** Data follows **
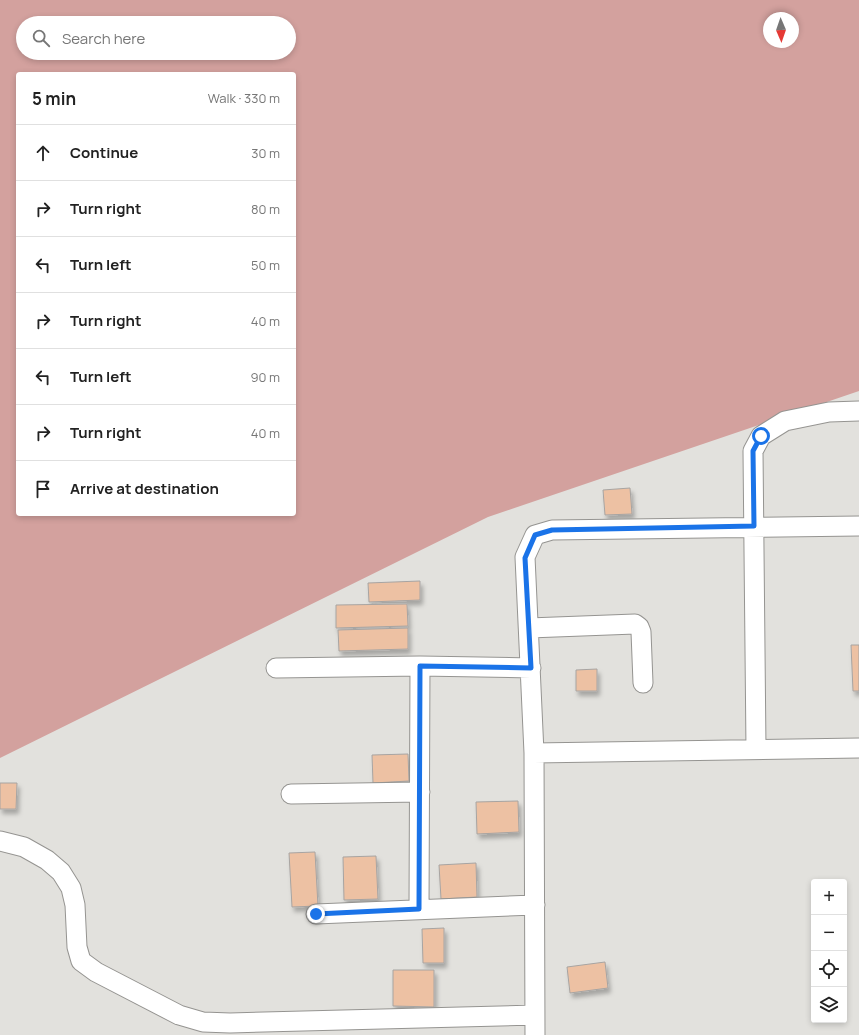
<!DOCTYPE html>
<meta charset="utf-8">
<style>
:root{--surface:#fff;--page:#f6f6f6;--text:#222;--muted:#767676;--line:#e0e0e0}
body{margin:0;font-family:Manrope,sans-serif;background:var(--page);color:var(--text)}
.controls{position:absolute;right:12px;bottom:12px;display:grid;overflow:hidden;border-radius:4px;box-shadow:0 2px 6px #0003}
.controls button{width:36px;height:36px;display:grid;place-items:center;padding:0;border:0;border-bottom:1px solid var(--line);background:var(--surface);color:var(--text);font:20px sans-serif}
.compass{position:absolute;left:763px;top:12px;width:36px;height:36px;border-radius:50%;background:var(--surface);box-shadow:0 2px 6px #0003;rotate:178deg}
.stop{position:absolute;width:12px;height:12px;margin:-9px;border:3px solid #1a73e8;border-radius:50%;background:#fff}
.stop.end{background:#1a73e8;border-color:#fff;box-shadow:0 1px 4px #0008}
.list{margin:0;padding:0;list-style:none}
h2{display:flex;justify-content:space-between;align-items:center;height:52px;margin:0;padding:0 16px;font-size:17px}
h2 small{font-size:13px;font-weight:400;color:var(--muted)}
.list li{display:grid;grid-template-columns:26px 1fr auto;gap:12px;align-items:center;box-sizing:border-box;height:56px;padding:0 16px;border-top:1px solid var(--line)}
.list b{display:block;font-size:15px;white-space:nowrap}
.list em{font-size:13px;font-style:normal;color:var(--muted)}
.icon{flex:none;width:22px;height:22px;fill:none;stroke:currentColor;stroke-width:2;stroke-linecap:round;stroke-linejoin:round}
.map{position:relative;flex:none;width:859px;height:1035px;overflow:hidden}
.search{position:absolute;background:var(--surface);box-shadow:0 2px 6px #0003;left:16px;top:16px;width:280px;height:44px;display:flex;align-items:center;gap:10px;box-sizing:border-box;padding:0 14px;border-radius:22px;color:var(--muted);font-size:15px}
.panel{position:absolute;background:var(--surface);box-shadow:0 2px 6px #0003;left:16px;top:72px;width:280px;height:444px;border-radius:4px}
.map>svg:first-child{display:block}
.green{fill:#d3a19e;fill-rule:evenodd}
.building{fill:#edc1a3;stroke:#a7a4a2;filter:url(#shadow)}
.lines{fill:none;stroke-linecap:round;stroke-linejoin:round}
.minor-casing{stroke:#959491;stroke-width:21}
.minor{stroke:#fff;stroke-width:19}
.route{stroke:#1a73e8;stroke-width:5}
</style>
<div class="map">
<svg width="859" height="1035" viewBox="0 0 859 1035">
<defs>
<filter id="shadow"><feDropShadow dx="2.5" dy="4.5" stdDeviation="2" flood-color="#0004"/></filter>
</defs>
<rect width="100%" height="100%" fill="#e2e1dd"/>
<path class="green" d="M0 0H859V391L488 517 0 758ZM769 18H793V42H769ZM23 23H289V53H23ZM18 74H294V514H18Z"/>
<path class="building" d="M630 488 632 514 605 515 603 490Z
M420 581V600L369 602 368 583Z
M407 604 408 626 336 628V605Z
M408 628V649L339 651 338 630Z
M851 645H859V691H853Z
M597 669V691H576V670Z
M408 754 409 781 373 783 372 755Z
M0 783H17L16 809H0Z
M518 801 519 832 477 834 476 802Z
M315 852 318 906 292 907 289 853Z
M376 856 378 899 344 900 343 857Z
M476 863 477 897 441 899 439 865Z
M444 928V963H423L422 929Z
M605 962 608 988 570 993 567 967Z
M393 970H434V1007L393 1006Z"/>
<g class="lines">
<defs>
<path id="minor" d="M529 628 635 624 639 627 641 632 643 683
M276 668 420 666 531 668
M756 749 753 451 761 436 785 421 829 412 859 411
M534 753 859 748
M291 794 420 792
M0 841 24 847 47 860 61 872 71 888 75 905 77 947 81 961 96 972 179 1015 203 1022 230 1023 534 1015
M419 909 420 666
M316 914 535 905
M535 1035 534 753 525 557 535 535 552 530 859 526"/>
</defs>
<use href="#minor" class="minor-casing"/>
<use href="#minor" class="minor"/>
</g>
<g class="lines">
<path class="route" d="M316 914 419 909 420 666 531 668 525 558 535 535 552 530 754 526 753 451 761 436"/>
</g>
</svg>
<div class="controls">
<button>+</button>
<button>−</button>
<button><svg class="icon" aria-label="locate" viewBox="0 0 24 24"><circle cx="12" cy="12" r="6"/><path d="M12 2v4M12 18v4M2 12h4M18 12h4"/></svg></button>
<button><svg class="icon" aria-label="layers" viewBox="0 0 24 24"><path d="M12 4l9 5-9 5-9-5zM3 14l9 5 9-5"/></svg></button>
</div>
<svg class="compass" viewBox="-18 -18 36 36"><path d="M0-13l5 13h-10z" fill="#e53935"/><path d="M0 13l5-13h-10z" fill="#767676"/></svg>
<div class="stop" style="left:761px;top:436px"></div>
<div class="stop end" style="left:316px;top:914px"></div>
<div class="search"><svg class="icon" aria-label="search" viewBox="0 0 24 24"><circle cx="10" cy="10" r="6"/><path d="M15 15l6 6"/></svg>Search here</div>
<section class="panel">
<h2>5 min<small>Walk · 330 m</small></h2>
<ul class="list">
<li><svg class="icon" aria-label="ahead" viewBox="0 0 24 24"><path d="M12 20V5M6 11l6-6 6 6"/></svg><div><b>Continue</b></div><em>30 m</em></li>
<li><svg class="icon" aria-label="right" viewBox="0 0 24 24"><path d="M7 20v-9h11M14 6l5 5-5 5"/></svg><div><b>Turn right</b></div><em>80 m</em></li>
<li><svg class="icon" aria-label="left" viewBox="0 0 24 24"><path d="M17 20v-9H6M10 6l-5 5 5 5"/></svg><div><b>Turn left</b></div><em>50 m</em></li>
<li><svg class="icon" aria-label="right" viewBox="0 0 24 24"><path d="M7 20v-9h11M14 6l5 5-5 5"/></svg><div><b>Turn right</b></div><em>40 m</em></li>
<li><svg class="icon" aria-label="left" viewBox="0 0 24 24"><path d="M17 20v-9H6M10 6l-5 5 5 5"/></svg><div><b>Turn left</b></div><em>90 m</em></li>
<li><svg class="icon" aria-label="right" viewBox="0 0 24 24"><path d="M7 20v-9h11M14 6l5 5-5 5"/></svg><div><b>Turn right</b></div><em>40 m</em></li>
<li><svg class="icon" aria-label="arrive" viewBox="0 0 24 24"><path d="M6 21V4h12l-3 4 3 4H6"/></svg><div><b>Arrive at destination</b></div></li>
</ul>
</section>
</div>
** End of Data **
** Data follows **
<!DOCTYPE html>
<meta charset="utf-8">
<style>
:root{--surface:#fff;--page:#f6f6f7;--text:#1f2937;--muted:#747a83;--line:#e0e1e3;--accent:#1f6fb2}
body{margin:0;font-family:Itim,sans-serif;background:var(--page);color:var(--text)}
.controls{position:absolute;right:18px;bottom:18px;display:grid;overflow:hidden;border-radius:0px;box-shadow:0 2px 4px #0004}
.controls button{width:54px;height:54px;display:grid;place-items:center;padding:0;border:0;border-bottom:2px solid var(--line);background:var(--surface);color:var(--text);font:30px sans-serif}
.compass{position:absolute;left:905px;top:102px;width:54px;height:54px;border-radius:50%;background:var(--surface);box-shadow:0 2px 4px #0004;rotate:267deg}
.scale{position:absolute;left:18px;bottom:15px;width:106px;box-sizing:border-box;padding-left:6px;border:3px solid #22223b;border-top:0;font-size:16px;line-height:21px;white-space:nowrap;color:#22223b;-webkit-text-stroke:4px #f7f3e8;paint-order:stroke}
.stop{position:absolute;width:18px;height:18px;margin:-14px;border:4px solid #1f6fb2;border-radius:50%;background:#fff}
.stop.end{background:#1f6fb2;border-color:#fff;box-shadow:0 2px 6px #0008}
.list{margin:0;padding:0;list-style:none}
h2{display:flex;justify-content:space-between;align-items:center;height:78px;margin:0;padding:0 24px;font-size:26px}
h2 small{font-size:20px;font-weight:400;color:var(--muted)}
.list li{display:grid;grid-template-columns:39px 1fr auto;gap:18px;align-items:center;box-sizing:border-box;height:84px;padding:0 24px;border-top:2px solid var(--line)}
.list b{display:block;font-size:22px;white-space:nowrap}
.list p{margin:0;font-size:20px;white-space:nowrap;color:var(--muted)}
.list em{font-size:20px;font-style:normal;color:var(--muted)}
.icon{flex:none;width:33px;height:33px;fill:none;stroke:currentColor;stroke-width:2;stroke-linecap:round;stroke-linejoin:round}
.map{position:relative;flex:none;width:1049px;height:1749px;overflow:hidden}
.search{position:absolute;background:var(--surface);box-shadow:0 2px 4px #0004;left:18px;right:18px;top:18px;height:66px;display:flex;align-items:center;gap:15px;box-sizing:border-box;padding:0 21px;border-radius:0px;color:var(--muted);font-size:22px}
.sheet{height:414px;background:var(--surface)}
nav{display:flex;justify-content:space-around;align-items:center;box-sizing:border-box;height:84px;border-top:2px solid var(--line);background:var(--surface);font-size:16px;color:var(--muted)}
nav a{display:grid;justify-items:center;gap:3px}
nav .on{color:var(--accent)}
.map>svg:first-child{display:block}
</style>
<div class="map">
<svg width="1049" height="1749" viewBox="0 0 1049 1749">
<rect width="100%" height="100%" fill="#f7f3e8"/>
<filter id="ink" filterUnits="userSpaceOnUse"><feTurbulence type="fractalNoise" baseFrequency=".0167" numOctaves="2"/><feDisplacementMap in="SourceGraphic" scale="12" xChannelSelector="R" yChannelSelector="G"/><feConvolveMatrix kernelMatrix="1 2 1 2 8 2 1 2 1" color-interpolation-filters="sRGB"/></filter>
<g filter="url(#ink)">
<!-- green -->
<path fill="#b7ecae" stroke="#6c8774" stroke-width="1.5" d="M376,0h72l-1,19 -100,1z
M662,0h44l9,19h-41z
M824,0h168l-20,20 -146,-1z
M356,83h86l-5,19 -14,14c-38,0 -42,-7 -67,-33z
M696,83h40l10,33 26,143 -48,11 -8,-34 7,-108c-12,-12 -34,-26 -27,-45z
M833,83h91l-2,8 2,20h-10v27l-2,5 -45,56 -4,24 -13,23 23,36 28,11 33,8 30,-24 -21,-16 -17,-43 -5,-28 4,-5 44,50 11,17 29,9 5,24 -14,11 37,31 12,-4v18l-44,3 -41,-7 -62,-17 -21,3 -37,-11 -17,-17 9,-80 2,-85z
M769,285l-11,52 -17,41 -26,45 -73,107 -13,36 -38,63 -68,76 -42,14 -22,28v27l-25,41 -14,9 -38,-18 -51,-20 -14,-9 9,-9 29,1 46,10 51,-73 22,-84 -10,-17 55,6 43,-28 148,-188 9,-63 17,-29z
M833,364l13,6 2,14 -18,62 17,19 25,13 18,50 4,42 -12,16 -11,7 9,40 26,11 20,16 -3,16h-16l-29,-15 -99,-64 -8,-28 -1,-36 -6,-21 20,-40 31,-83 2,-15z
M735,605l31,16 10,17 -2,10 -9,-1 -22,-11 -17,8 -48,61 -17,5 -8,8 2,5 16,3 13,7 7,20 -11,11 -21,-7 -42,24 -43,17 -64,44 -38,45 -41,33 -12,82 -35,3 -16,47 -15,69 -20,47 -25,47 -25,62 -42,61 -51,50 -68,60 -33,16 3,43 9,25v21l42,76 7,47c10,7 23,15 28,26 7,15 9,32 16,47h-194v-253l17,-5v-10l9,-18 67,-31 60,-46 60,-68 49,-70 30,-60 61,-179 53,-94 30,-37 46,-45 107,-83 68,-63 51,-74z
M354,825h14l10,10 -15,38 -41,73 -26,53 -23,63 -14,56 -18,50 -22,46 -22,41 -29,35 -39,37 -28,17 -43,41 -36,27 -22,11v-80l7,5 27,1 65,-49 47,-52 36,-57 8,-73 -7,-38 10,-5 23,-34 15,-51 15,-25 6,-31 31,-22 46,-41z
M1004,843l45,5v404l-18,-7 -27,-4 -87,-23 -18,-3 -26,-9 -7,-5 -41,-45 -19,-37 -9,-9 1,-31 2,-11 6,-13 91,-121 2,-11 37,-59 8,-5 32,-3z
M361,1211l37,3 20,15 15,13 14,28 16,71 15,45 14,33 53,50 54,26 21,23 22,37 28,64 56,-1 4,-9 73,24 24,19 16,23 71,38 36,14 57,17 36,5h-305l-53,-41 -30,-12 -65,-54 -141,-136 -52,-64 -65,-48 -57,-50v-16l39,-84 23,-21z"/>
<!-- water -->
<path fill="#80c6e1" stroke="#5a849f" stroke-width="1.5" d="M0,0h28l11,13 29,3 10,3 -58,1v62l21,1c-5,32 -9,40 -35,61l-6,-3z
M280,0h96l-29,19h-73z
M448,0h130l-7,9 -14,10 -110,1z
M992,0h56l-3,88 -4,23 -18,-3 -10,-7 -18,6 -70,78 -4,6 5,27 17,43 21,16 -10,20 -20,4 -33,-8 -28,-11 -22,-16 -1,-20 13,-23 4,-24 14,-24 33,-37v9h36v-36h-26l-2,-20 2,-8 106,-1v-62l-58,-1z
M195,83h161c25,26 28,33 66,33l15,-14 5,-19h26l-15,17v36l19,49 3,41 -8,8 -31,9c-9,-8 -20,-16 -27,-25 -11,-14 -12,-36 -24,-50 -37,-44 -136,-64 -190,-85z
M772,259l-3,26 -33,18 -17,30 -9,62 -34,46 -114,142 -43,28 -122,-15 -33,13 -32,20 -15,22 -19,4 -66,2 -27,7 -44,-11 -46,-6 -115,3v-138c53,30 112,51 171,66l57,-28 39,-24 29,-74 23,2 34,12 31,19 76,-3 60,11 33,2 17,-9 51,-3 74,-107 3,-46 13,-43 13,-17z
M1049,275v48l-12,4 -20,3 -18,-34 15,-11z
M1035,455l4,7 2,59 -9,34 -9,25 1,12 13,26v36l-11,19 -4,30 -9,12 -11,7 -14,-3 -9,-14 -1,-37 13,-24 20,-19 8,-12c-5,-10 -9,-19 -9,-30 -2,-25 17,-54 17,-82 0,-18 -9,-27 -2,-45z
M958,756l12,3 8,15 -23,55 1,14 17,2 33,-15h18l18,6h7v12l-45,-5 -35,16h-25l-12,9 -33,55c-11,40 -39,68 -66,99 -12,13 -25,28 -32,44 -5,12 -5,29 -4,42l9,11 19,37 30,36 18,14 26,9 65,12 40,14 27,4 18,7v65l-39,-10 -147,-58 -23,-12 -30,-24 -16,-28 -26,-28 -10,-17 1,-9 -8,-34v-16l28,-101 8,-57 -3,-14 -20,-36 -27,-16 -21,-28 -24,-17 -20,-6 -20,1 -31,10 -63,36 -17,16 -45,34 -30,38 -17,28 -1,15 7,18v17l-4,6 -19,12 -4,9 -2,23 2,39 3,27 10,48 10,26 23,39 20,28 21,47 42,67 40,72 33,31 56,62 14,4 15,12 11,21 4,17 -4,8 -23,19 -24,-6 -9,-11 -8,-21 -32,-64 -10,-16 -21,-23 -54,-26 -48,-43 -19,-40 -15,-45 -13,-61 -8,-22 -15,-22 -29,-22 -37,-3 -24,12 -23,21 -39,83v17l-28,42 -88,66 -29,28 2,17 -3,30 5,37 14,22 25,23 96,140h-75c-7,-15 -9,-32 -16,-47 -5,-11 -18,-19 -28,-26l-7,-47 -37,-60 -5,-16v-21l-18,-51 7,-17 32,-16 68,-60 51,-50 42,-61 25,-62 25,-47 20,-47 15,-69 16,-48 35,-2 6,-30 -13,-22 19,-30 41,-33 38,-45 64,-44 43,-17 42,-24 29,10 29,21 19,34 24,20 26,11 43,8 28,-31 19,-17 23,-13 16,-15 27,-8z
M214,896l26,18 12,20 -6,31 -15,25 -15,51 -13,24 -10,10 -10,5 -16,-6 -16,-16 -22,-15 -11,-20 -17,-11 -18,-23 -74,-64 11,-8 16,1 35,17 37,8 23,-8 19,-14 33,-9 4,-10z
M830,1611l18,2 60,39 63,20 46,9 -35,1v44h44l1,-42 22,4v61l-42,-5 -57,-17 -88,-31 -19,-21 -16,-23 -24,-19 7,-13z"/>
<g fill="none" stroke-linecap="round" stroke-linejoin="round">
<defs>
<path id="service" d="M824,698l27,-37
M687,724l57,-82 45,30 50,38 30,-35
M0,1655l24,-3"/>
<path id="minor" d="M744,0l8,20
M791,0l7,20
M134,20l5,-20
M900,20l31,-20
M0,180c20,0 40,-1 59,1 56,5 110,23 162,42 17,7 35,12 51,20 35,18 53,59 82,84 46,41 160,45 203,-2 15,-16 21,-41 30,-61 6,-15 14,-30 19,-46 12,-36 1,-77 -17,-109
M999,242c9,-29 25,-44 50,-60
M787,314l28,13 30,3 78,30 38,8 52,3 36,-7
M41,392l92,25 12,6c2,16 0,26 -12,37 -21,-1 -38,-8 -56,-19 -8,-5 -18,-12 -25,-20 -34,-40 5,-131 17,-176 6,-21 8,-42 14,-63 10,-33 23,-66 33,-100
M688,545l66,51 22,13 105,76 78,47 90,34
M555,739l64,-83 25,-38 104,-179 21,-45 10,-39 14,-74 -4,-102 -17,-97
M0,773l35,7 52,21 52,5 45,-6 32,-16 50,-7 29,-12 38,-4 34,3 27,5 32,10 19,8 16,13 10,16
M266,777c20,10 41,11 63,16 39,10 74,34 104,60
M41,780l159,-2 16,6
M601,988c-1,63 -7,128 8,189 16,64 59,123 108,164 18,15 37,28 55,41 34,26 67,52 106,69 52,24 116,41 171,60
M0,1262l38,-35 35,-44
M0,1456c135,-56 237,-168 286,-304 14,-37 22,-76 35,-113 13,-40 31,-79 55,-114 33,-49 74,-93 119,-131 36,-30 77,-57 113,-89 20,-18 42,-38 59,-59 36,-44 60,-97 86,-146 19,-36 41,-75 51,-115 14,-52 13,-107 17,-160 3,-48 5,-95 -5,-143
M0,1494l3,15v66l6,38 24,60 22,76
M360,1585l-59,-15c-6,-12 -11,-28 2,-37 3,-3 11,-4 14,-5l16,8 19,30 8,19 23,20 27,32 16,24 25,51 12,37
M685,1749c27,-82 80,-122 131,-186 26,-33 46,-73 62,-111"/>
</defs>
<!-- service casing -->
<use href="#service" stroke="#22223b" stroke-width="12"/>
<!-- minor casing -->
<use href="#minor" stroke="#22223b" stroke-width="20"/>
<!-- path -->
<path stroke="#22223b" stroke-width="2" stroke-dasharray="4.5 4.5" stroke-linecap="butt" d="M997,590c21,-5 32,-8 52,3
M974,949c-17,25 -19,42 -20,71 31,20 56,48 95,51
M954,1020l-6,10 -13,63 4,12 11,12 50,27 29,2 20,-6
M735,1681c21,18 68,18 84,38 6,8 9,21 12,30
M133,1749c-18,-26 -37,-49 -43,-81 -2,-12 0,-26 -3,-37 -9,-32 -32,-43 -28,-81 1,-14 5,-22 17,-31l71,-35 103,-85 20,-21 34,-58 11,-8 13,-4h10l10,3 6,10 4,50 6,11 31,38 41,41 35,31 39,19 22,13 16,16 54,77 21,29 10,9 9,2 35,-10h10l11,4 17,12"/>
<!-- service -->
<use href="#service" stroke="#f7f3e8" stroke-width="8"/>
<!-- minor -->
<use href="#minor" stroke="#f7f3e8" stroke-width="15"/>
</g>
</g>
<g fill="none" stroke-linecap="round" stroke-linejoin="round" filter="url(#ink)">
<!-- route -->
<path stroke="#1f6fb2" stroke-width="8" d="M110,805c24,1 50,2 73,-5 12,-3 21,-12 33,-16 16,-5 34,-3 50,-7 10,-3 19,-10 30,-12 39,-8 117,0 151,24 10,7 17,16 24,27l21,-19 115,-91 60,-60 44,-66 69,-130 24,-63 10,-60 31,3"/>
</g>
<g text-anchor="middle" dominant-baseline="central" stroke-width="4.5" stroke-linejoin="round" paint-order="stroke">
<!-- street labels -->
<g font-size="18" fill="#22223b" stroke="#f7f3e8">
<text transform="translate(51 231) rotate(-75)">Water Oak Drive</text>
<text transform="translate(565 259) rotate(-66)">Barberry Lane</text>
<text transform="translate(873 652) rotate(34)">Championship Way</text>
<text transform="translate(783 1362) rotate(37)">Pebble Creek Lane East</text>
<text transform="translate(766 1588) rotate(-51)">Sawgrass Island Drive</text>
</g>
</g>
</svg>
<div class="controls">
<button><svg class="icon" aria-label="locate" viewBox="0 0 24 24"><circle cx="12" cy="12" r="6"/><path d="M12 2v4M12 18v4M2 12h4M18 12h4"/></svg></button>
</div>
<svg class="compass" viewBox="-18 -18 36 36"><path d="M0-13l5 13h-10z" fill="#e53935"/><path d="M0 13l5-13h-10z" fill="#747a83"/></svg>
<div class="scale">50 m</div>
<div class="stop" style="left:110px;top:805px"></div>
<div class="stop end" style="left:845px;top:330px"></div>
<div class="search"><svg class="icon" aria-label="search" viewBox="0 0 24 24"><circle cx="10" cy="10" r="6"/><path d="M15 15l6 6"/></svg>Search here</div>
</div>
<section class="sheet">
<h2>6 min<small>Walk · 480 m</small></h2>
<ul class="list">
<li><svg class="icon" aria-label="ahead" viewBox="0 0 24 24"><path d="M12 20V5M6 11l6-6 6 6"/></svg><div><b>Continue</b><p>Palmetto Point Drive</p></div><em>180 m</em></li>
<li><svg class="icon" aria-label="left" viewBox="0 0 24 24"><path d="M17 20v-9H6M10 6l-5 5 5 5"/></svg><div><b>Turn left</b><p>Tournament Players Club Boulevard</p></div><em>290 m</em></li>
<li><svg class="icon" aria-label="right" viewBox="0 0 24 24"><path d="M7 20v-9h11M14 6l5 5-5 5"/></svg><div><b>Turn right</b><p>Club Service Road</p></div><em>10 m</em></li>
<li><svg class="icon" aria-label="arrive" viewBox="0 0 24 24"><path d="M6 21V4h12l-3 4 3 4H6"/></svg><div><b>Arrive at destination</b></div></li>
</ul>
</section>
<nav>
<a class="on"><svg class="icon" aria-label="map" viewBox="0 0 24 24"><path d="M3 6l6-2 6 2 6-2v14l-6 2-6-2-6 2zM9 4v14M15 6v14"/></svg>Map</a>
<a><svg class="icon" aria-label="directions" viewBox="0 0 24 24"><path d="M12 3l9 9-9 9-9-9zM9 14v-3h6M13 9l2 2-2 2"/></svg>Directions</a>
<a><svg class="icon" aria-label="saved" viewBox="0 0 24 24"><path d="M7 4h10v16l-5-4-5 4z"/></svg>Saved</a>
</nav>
** End of Data **
### Work order
Across the records above, how many lines does the word "columns" appear on? Reply with the number only.

### Response to this exercise
2